# DIRECTIONS
An exact transcription of all the records, free of pictures, is the expected answer.

_____

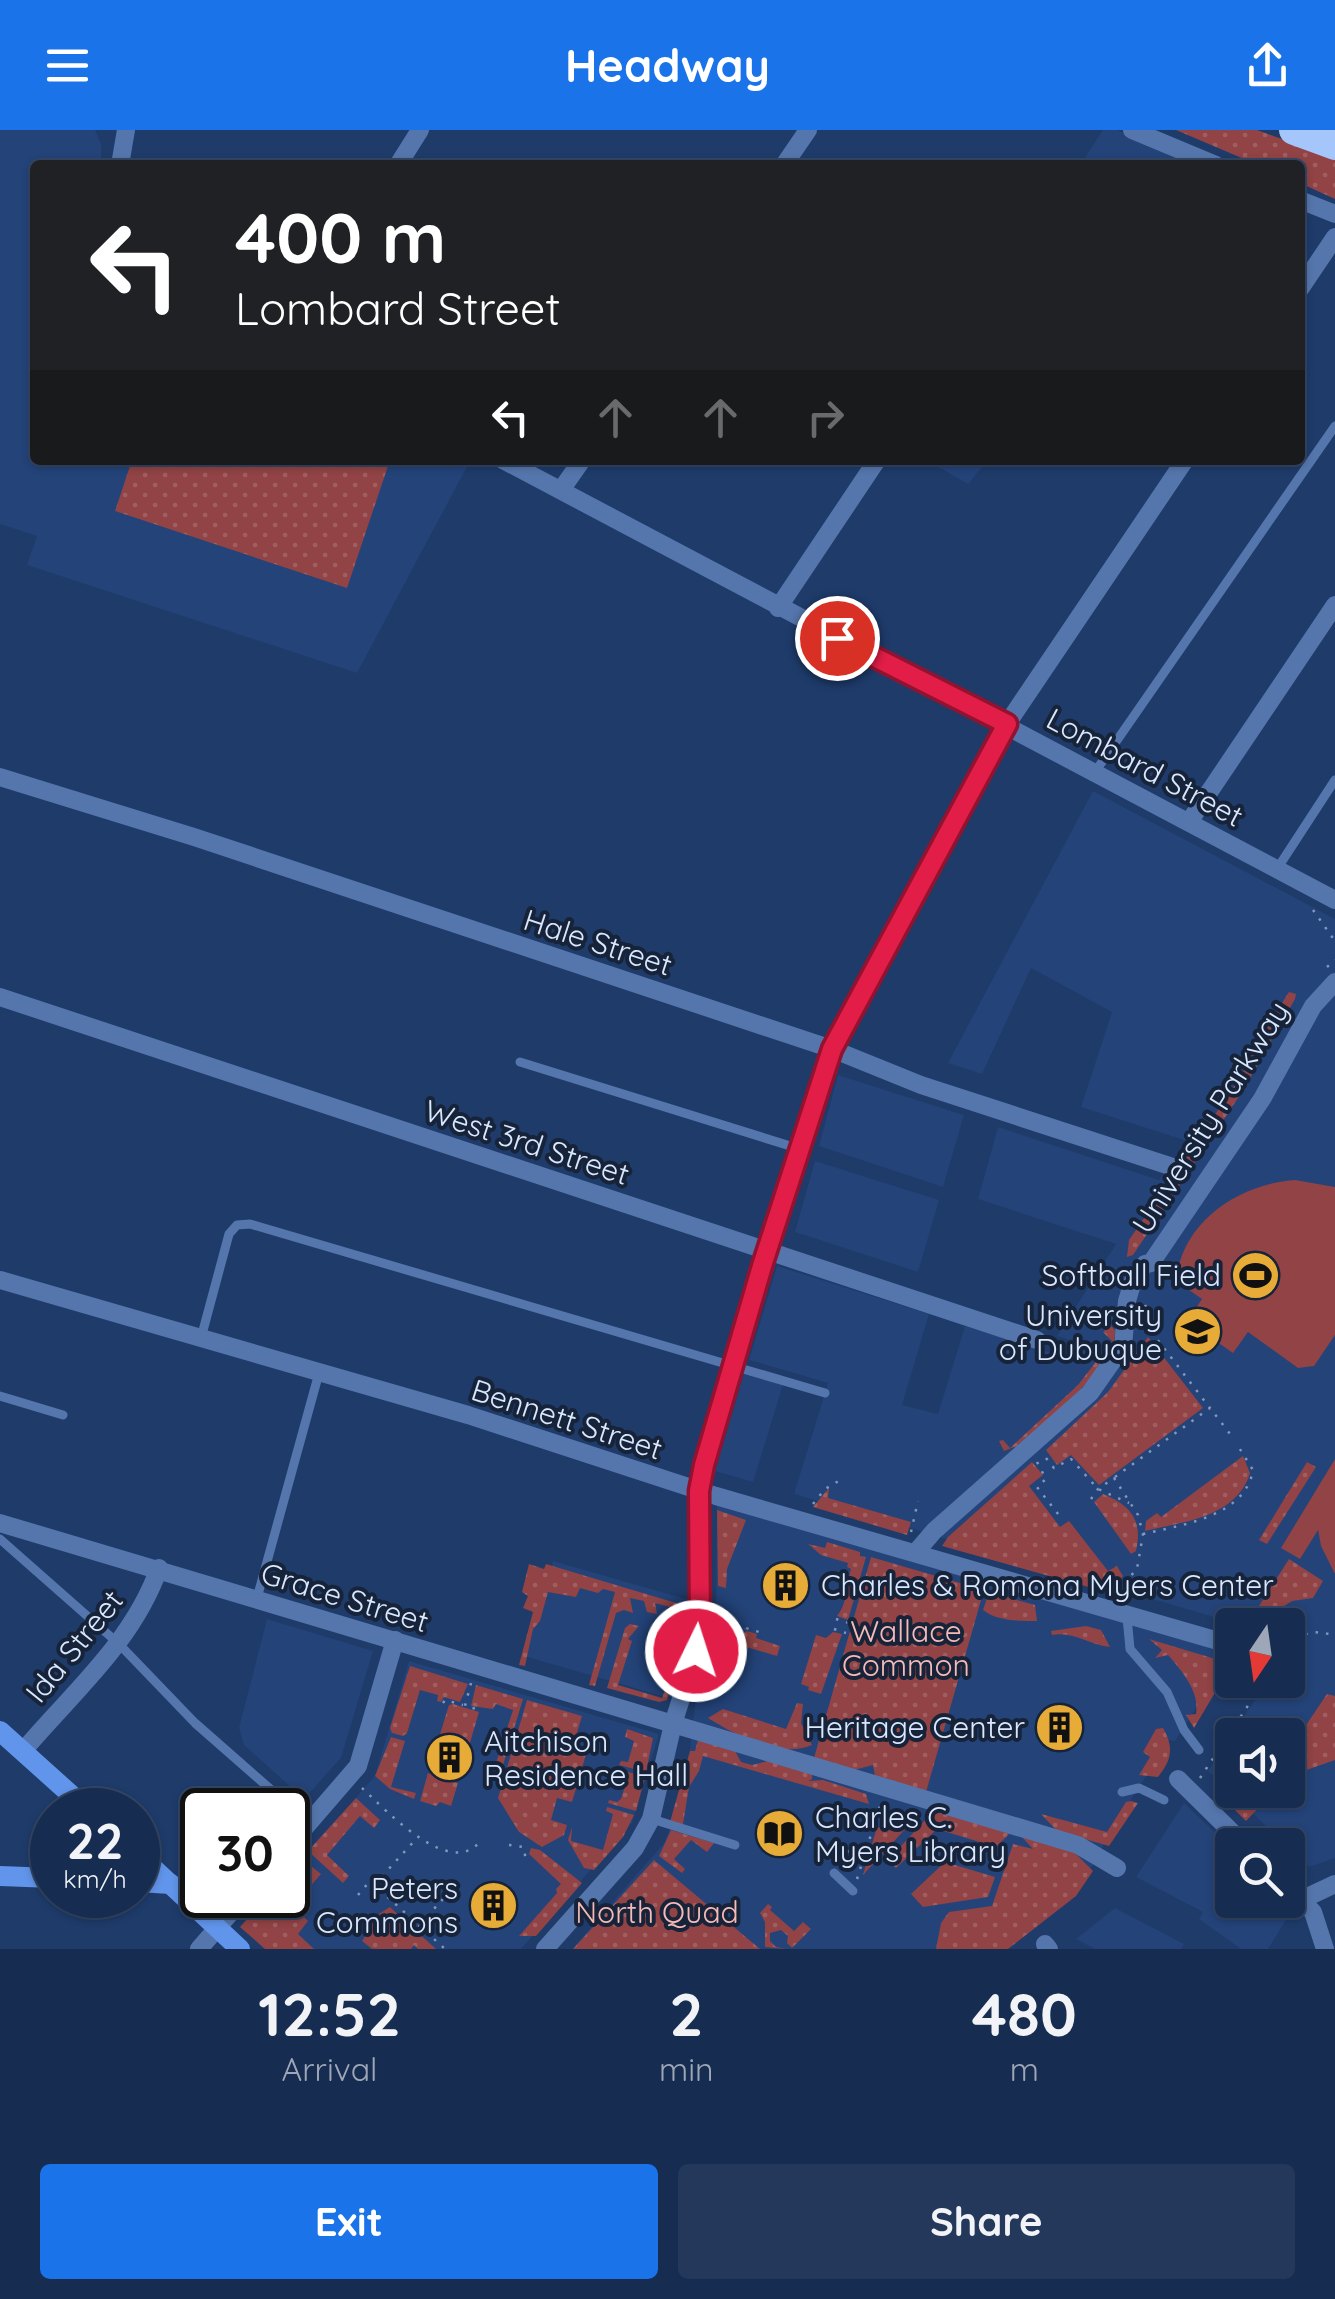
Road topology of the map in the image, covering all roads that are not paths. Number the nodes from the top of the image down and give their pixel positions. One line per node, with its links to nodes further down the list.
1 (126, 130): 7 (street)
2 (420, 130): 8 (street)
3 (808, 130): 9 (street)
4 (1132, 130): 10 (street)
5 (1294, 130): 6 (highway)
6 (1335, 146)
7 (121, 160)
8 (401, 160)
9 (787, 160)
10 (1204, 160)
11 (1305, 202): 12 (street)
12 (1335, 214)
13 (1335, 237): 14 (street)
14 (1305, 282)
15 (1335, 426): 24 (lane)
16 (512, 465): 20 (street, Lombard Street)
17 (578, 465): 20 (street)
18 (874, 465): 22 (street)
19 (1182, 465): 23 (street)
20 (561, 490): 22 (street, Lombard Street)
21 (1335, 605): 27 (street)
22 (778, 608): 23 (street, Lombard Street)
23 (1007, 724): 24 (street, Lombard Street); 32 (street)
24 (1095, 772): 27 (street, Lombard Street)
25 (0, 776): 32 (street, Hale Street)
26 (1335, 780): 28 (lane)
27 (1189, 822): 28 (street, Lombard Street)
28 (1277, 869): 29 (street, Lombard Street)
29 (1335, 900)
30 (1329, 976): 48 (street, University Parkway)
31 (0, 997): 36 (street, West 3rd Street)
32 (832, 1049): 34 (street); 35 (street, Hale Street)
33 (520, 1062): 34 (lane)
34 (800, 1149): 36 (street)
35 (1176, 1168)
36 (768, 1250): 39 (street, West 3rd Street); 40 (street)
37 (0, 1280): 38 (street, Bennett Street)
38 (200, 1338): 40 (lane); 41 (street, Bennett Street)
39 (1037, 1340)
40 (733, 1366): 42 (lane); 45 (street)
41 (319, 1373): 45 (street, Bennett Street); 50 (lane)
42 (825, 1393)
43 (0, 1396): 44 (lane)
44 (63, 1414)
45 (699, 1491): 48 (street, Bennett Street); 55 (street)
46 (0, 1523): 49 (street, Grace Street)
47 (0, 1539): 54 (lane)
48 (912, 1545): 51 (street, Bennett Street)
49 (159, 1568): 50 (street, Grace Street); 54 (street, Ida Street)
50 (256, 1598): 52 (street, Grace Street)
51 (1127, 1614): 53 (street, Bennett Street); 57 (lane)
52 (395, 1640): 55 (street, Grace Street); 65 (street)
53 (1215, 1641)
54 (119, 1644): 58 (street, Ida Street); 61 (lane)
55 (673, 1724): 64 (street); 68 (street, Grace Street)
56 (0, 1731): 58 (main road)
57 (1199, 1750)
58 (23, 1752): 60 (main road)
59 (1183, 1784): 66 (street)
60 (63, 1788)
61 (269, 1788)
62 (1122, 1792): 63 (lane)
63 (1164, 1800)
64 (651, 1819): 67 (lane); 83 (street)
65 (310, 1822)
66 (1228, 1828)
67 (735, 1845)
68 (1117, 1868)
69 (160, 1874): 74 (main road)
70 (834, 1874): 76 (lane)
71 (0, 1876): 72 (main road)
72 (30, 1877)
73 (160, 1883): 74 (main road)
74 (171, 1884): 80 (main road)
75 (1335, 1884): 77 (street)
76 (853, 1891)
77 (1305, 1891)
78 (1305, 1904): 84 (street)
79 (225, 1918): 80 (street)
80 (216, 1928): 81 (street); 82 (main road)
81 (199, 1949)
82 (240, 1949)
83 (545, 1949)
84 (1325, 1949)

_____

# SOLVED EXERCISE
Road topology of the map in the image, covering all roads that are not paths. Number the nodes from the top of the image down and give their pixel positions. One line per node, with its links to nodes further down the list.
1 (126, 130): 7 (street)
2 (420, 130): 8 (street)
3 (808, 130): 9 (street)
4 (1132, 130): 10 (street)
5 (1294, 130): 6 (highway)
6 (1335, 146)
7 (121, 160)
8 (401, 160)
9 (787, 160)
10 (1204, 160)
11 (1305, 202): 12 (street)
12 (1335, 214)
13 (1335, 237): 14 (street)
14 (1305, 282)
15 (1335, 426): 24 (lane)
16 (512, 465): 20 (street, Lombard Street)
17 (578, 465): 20 (street)
18 (874, 465): 22 (street)
19 (1182, 465): 23 (street)
20 (561, 490): 22 (street, Lombard Street)
21 (1335, 605): 27 (street)
22 (778, 608): 23 (street, Lombard Street)
23 (1007, 724): 24 (street, Lombard Street); 32 (street)
24 (1095, 772): 27 (street, Lombard Street)
25 (0, 776): 32 (street, Hale Street)
26 (1335, 780): 28 (lane)
27 (1189, 822): 28 (street, Lombard Street)
28 (1277, 869): 29 (street, Lombard Street)
29 (1335, 900)
30 (1329, 976): 48 (street, University Parkway)
31 (0, 997): 36 (street, West 3rd Street)
32 (832, 1049): 34 (street); 35 (street, Hale Street)
33 (520, 1062): 34 (lane)
34 (800, 1149): 36 (street)
35 (1176, 1168)
36 (768, 1250): 39 (street, West 3rd Street); 40 (street)
37 (0, 1280): 38 (street, Bennett Street)
38 (200, 1338): 40 (lane); 41 (street, Bennett Street)
39 (1037, 1340)
40 (733, 1366): 42 (lane); 45 (street)
41 (319, 1373): 45 (street, Bennett Street); 50 (lane)
42 (825, 1393)
43 (0, 1396): 44 (lane)
44 (63, 1414)
45 (699, 1491): 48 (street, Bennett Street); 55 (street)
46 (0, 1523): 49 (street, Grace Street)
47 (0, 1539): 54 (lane)
48 (912, 1545): 51 (street, Bennett Street)
49 (159, 1568): 50 (street, Grace Street); 54 (street, Ida Street)
50 (256, 1598): 52 (street, Grace Street)
51 (1127, 1614): 53 (street, Bennett Street); 57 (lane)
52 (395, 1640): 55 (street, Grace Street); 65 (street)
53 (1215, 1641)
54 (119, 1644): 58 (street, Ida Street); 61 (lane)
55 (673, 1724): 64 (street); 68 (street, Grace Street)
56 (0, 1731): 58 (main road)
57 (1199, 1750)
58 (23, 1752): 60 (main road)
59 (1183, 1784): 66 (street)
60 (63, 1788)
61 (269, 1788)
62 (1122, 1792): 63 (lane)
63 (1164, 1800)
64 (651, 1819): 67 (lane); 83 (street)
65 (310, 1822)
66 (1228, 1828)
67 (735, 1845)
68 (1117, 1868)
69 (160, 1874): 74 (main road)
70 (834, 1874): 76 (lane)
71 (0, 1876): 72 (main road)
72 (30, 1877)
73 (160, 1883): 74 (main road)
74 (171, 1884): 80 (main road)
75 (1335, 1884): 77 (street)
76 (853, 1891)
77 (1305, 1891)
78 (1305, 1904): 84 (street)
79 (225, 1918): 80 (street)
80 (216, 1928): 81 (street); 82 (main road)
81 (199, 1949)
82 (240, 1949)
83 (545, 1949)
84 (1325, 1949)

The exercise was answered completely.